Swedish crime writer Henning Mankell, best known for his Wallander series, has died aged 67.
The author discovered he had cancer last year, and wrote about the experience in his last book, Quicksand: What It Means To Be A Human Being.
His best-selling novels, which follow policeman Kurt Wallander through Sweden and Mozambique, were turned into a TV drama starring Sir Kenneth Branagh.
Sir Kenneth paid tribute, calling the author "a fine writer and a fine man". In Mankell's home country, both Rolf Lassgard and Krister Henriksson played the role.
In a statement, Sir Kenneth said: "In life and in art Henning Mankell was a man of passionate commitment. I will miss his provocative intelligence and his great personal generosity. Aside from his stringent political activism, and his decades of work in Africa, he also leaves an immense contribution to Scandinavian literature."
Born in February 1948, Mankell wrote dozens of plays, novels, children's books and screenplays. But it was for his Wallander series that he was most renowned.
The rumpled and gloomy detective got his name when Mankell ran his finger through a telephone directory, and went on to sell more than 40 million books.
Mankell's life and career were shaped by the divorce of his parents when he was just two years old. He lived with his father, a judge, and barely saw his mother until he was 15.
When the family moved to a remote town in the north of Sweden, the young Mankell immersed himself in books, reading extensively about Africa, and learned that imagination could be an instrument of survival, not just of creativity.
"In my mind I created another mother for myself to replace the one who had left," he once said. "And I think this was me at my best, when the forces of imagination had the same value as the real world."
Unimpressed by school, he left at the age of 16 to join the merchant navy, becoming a stevedore labourer on a Swedish ship carrying coal and iron ore. Two years later, he set up home in Paris, barely scraping a living ("I don't know how I survived," he said) but thriving on the student activism and political debate.
After a year and a half, he returned to Stockholm to work as a stagehand. There, aged 20, he wrote his first play, The Amusement Park, about Swedish colonial interests in 19th Century South America. His debut novel, The Stone-Blaster, soon followed.
Kurt Wallander first appeared in 1989's Faceless Killers, investigating a murder in which the only clue is that the perpetrators appear to have been foreigners. When that information was leaked to the public, it triggered a series of racially-motivated attacks, explored in the book through the themes of racism and national identity in Sweden.
At first, the author was unaware he had created a recurring character, "but then I realised after two or three novels that I had this… instrument who could be useful".
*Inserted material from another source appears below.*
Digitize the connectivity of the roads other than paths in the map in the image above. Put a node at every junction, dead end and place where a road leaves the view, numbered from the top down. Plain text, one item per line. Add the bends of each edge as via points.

Speaking to the Telegraph in 2011, he said: "I wanted to show how difficult it is to be a good police officer. But after, I think, the third novel, I spoke to this friend of mine and asked what sort of disease I could give him. Without hesitating, she said: 'Diabetes!' So I gave him diabetes and that made him more popular.
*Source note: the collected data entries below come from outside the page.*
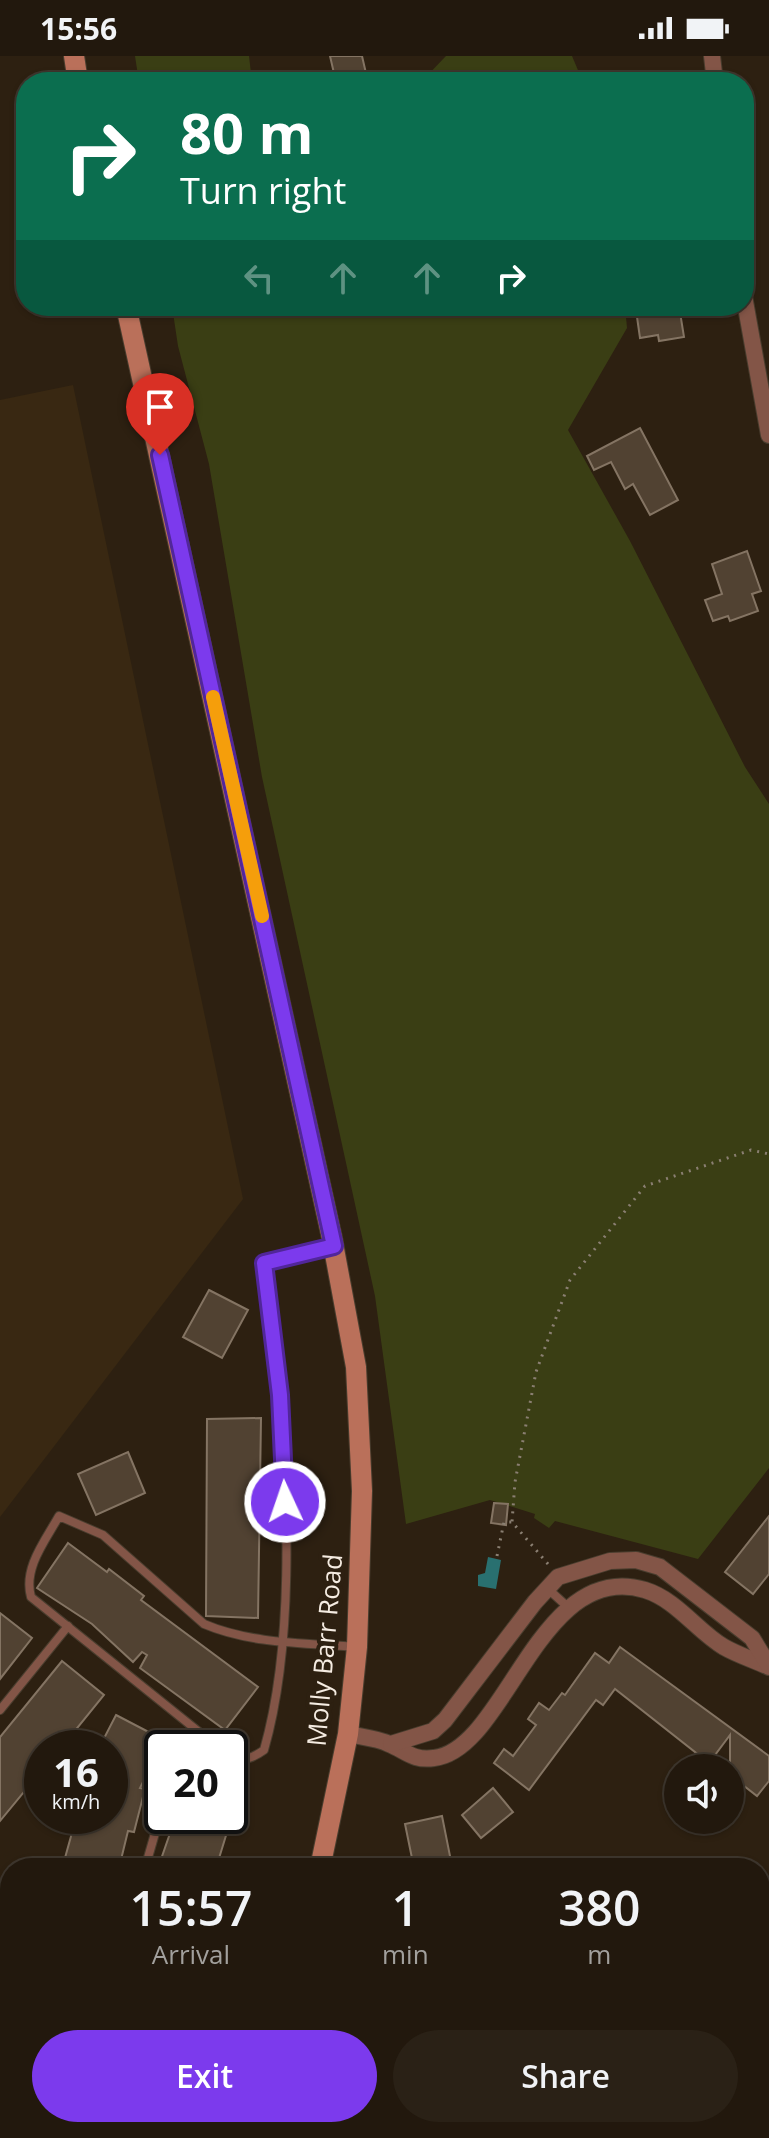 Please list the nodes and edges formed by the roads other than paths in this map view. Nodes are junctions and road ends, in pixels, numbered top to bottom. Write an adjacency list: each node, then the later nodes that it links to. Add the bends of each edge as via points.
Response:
1 (128, 316): 4 (main road, Molly Barr Road)
2 (748, 316): 3 (street)
3 (769, 435)
4 (334, 1246): 8 (lane, via 264,1263 280,1395 287,1529); 9 (main road, Molly Barr Road, via 356,1367 362,1491)
5 (553, 1583): 6 (lane); 10 (street, via 610,1561 636,1560 660,1567 752,1638); 14 (street, via 445,1720 433,1731)
6 (569, 1608): 10 (street, via 618,1586 647,1590 723,1646); 14 (street, via 462,1746 436,1759 407,1757)
7 (68, 1626): 8 (lane, via 31,1597 27,1583 59,1516 103,1535 204,1624); 11 (lane); 12 (lane)
8 (281, 1641): 9 (lane); 15 (lane, via 264,1750)
9 (357, 1647): 13 (main road, Molly Barr Road)
10 (769, 1666)
11 (0, 1710)
12 (196, 1730)
13 (348, 1734): 14 (street); 18 (main road, Molly Barr Road)
14 (391, 1744)
15 (248, 1759)
16 (155, 1834): 17 (lane)
17 (148, 1858)
18 (322, 1858)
"I mean, you could never imagine James Bond giving himself a shot of insulin, but with Wallander it seemed perfectly natural."
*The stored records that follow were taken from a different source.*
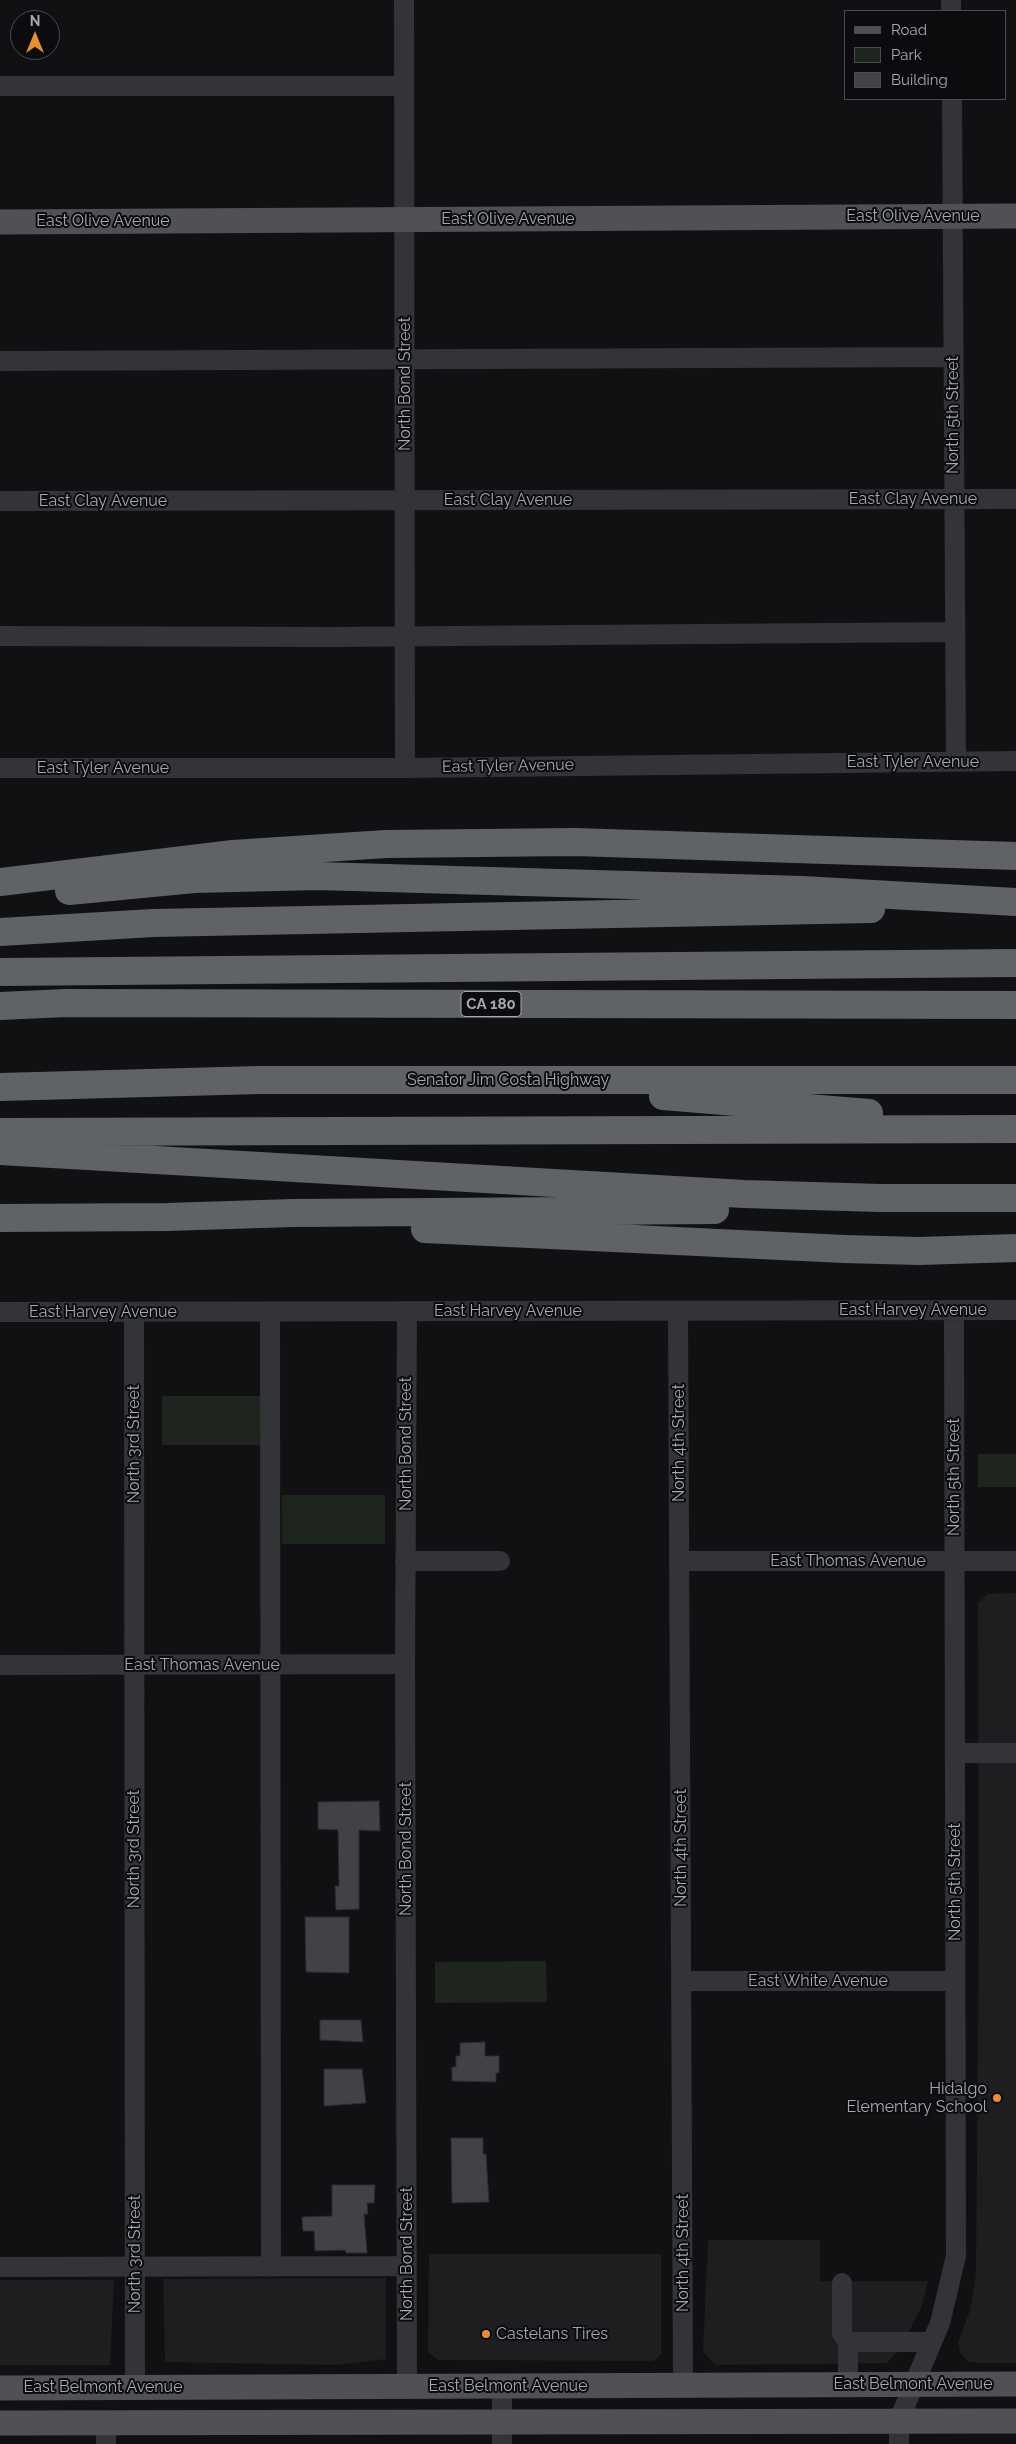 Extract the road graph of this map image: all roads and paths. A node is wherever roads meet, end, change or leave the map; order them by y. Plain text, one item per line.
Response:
1 (404, 0) edge
2 (0, 86) edge
3 (404, 86) junction
4 (952, 100) edge
5 (952, 216) junction
6 (1016, 216) edge
7 (404, 220) junction
8 (0, 222) edge
9 (953, 357) junction
10 (0, 361) edge
11 (405, 361) junction
12 (954, 499) junction
13 (1016, 499) edge
14 (405, 500) junction
15 (0, 501) edge
16 (955, 632) junction
17 (0, 636) edge
18 (405, 636) junction
19 (956, 761) junction
20 (1016, 762) edge
21 (0, 768) edge
22 (406, 768) junction
23 (1016, 856) edge
24 (0, 882) edge
25 (0, 899) edge
26 (1016, 902) edge
27 (0, 932) edge
28 (1016, 963) edge
29 (0, 972) edge
30 (1016, 1003) edge
31 (0, 1006) edge
32 (454, 1080) junction
33 (1016, 1080) edge
34 (0, 1087) edge
35 (1016, 1124) edge
36 (1016, 1128) edge
37 (0, 1132) edge
38 (0, 1151) edge
39 (1016, 1198) edge
40 (1016, 1207) edge
41 (167, 1217) junction
42 (0, 1218) edge
43 (1016, 1248) edge
44 (954, 1310) junction
45 (1016, 1310) edge
46 (407, 1311) junction
47 (678, 1311) junction
48 (0, 1312) edge
49 (134, 1312) junction
50 (270, 1312) junction
51 (405, 1561) junction
52 (500, 1561) dead end
53 (679, 1561) junction
54 (954, 1561) junction
55 (1016, 1561) edge
56 (271, 1664) junction
57 (405, 1664) junction
58 (0, 1665) edge
59 (134, 1665) junction
60 (954, 1753) junction
61 (1016, 1753) edge
62 (681, 1981) junction
63 (955, 1981) junction
64 (407, 2266) junction
65 (135, 2267) junction
66 (271, 2267) junction
67 (0, 2268) edge
68 (842, 2283) dead end
69 (848, 2342) junction
70 (932, 2342) junction
71 (915, 2382) junction
72 (848, 2383) junction
73 (683, 2384) junction
74 (1016, 2384) edge
75 (407, 2386) junction
76 (502, 2386) junction
77 (135, 2387) junction
78 (0, 2388) edge
79 (1016, 2421) edge
80 (240, 2422) junction
81 (0, 2423) edge
82 (899, 2432) edge
83 (106, 2433) edge
84 (502, 2433) edge

1 - 3 street, North Bond Street
2 - 3 street
3 - 7 street, North Bond Street
4 - 5 street, North 5th Street
5 - 6 main road, East Olive Avenue
5 - 7 main road, East Olive Avenue
5 - 9 street, North 5th Street
7 - 8 main road, East Olive Avenue
7 - 11 street, North Bond Street
9 - 11 street
9 - 12 street, North 5th Street
10 - 11 street
11 - 14 street, North Bond Street
12 - 13 street, East Clay Avenue
12 - 14 street, East Clay Avenue
12 - 16 street, North 5th Street
14 - 15 street, East Clay Avenue
14 - 18 street, North Bond Street
16 - 18 street
16 - 19 street, North 5th Street
17 - 18 street
18 - 22 street, North Bond Street
19 - 20 street, East Tyler Avenue
19 - 22 street, East Tyler Avenue
21 - 22 street, East Tyler Avenue
23 - 24 highway
25 - 26 highway
26 - 27 highway
28 - 29 highway
30 - 31 highway, CA 180
32 - 33 highway, Senator Jim Costa Highway
32 - 34 highway, Senator Jim Costa Highway
32 - 35 highway
36 - 37 highway
38 - 39 highway
40 - 41 highway
41 - 42 highway
41 - 43 highway
44 - 45 street, East Harvey Avenue
44 - 47 street, East Harvey Avenue
44 - 54 street, North 5th Street
46 - 47 street, East Harvey Avenue
46 - 50 street, East Harvey Avenue
46 - 51 street, North Bond Street
47 - 53 street, North 4th Street
48 - 49 street, East Harvey Avenue
49 - 50 street, East Harvey Avenue
49 - 59 street, North 3rd Street
50 - 56 street
51 - 52 street
51 - 57 street, North Bond Street
53 - 54 street, East Thomas Avenue
53 - 62 street, North 4th Street
54 - 55 street, East Thomas Avenue
54 - 60 street, North 5th Street
56 - 57 street, East Thomas Avenue
56 - 59 street, East Thomas Avenue
56 - 66 street
57 - 64 street, North Bond Street
58 - 59 street, East Thomas Avenue
59 - 65 street, North 3rd Street
60 - 61 street
60 - 63 street, North 5th Street
62 - 63 street, East White Avenue
62 - 73 street, North 4th Street
63 - 70 street, North 5th Street
64 - 66 street
64 - 75 street, North Bond Street
65 - 66 street
65 - 67 street
65 - 77 street, North 3rd Street
68 - 69 street
69 - 70 street
69 - 72 street
70 - 71 street, North 5th Street
71 - 72 main road, East Belmont Avenue
71 - 74 main road, East Belmont Avenue
71 - 82 street, North 5th Street
72 - 73 main road, East Belmont Avenue
73 - 76 main road, East Belmont Avenue
75 - 76 main road, East Belmont Avenue
75 - 77 main road, East Belmont Avenue
75 - 80 main road
76 - 84 street
77 - 78 main road, East Belmont Avenue
79 - 82 main road
80 - 83 main road
80 - 84 main road
81 - 83 main road
82 - 84 main road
Although he became known as a leading proponent of "Scandi Crime", Mankell was not a fan of genre fiction.
"I could never write a crime story just for the sake of it, because I always want to talk about certain things," he said, citing Macbeth as the best crime story he had ever read, and John Le Carre as a key influence.
"He investigates the contradictions inside man, between men, and between man and society; and I hope to do the same," he told The Guardian.
Throughout his adult life, Mankell divided his time between Sweden and Mozambique, where he ran a theatre company and devoted time to the fight against Aids.
He was active in the "memory books" project, which encourages parents with HIV to record their stories, not just for their children but for future generations.
Shortly after New Year 2014, the author went to see an orthopaedic surgeon in Stockholm with what he assumed was a slipped disc. But tests revealed a tumour in his lung, another in his neck, and evidence the cancer had spread throughout his body.
"It was a catastrophe for me," he told US radio station NPR last year. "Everything that was normal to me up to that point was gone all of a sudden. No one had died of cancer in my family. I had always assumed I'd die of something else."
His survivors include his wife of 17 years, Eva Bergman - the daughter of Ingmar Bergman's second wife, the dancer Ellen Lundstrom - and his son, Jon Mankell, a film producer who helped bring Stieg Larsson's Girl With The Dragon Tattoo series to the big screen.